PROMPT:
Below are some records. Set down exactly the line holding "middle dip: (382, 14)" and every later line through the end, omitting the pictures.
======== EXERCISE DATA ========
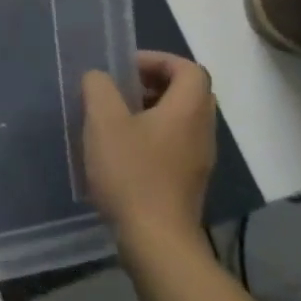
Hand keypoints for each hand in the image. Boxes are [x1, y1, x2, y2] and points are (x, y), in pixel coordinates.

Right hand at [82, 52, 217, 243]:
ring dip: (152, 110)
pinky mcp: (189, 182)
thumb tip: (99, 78)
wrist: (157, 241)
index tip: (125, 68)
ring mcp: (199, 160)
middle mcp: (202, 131)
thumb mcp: (104, 121)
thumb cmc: (132, 173)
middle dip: (154, 83)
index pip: (188, 69)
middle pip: (189, 92)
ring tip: (116, 118)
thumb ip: (98, 88)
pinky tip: (123, 150)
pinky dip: (154, 135)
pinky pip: (176, 143)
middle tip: (121, 89)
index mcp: (188, 110)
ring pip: (182, 119)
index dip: (158, 60)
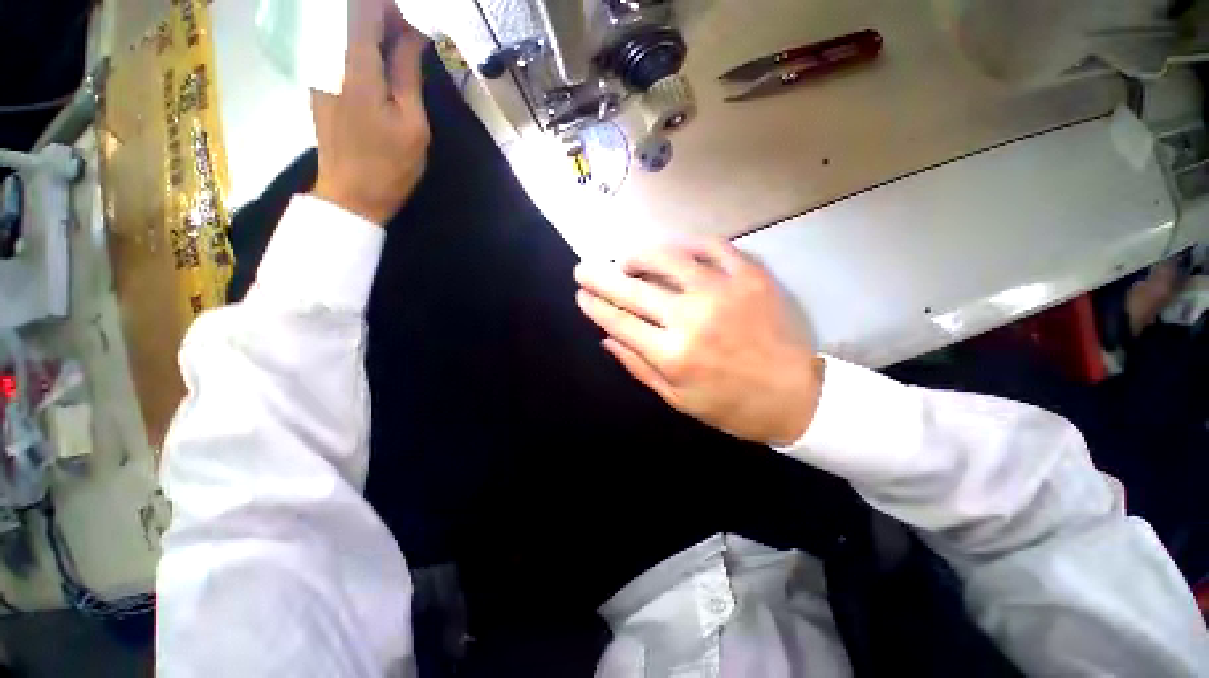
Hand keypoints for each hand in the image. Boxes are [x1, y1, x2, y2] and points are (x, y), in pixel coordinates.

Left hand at [310, 0, 429, 224]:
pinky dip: (360, 43)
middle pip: (348, 13)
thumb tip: (413, 33)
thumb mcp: (412, 123)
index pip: (364, 9)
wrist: (351, 195)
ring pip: (342, 27)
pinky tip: (381, 61)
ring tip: (401, 46)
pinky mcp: (319, 82)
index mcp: (356, 67)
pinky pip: (337, 45)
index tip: (413, 16)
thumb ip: (407, 73)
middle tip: (411, 32)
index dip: (388, 6)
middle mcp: (329, 58)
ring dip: (372, 29)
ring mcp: (319, 70)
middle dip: (382, 14)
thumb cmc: (390, 164)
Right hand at [574, 238, 823, 445]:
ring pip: (668, 258)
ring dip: (639, 255)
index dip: (595, 306)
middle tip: (584, 269)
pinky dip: (686, 243)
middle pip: (633, 289)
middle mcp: (691, 319)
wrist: (792, 395)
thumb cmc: (729, 405)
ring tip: (627, 260)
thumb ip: (638, 366)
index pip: (619, 322)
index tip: (581, 295)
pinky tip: (672, 250)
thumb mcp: (676, 398)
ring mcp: (722, 292)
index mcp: (672, 355)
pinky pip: (712, 247)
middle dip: (601, 277)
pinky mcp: (749, 277)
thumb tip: (606, 339)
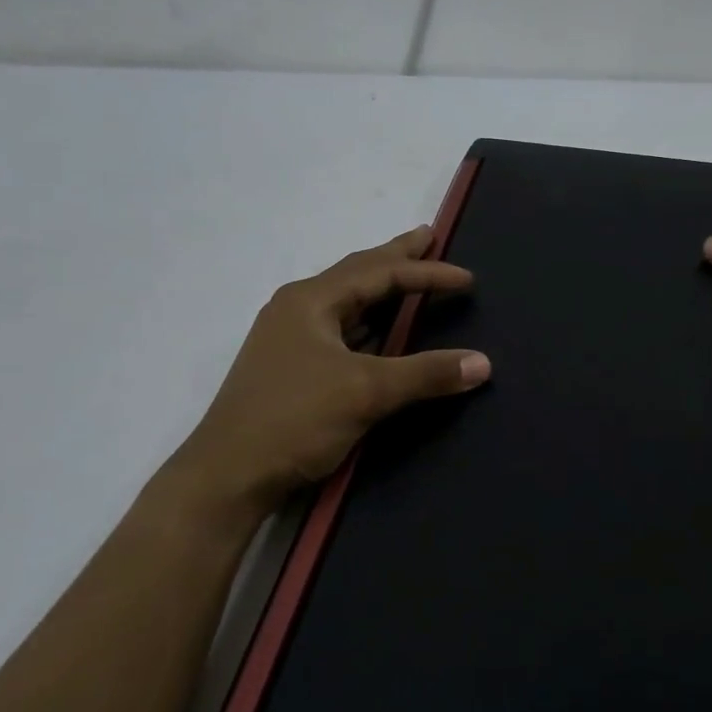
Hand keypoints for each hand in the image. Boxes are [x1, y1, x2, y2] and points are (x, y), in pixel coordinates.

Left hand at [171, 226, 489, 515]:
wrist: (228, 475)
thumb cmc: (295, 420)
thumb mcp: (366, 392)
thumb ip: (426, 374)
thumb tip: (483, 363)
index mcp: (310, 301)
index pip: (379, 274)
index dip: (426, 272)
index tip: (468, 278)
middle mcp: (298, 310)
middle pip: (358, 274)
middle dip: (396, 257)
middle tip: (429, 236)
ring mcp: (291, 339)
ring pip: (348, 303)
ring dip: (382, 290)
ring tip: (411, 278)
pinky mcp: (293, 368)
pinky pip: (341, 330)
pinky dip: (370, 322)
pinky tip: (382, 329)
========
ANSWER SECTION:
middle dip: (382, 14)
thumb cmc: (390, 164)
Right hand at [574, 238, 823, 445]:
ring pip: (668, 258)
ring dip: (639, 255)
index dip: (595, 306)
middle tip: (584, 269)
pinky dip: (686, 243)
middle pip: (633, 289)
middle mcp: (691, 319)
wrist: (792, 395)
thumb cmc: (729, 405)
ring tip: (627, 260)
thumb ip: (638, 366)
index pip: (619, 322)
index tip: (581, 295)
pinky tip: (672, 250)
thumb mcp: (676, 398)
ring mcp: (722, 292)
index mcp: (672, 355)
pinky pip: (712, 247)
middle dip: (601, 277)
pinky mcp: (749, 277)
thumb tip: (606, 339)
Hand keypoints for each hand in the image. Boxes are [x1, y1, x2, y2] and points are (x, y), in pixel coordinates.

Left hand at [171, 226, 489, 515]:
wrist: (228, 475)
thumb cmc: (295, 420)
thumb mcp: (366, 392)
thumb ip: (426, 374)
thumb tip: (483, 363)
index mcp: (310, 301)
index pip: (379, 274)
index dip: (426, 272)
index tip: (468, 278)
middle mcp: (298, 310)
middle pip: (358, 274)
middle dip: (396, 257)
middle tip: (429, 236)
ring mcp: (291, 339)
ring pip: (348, 303)
ring dip: (382, 290)
ring tip: (411, 278)
pinky mcp: (293, 368)
pinky pip: (341, 330)
pinky dip: (370, 322)
pinky tip: (382, 329)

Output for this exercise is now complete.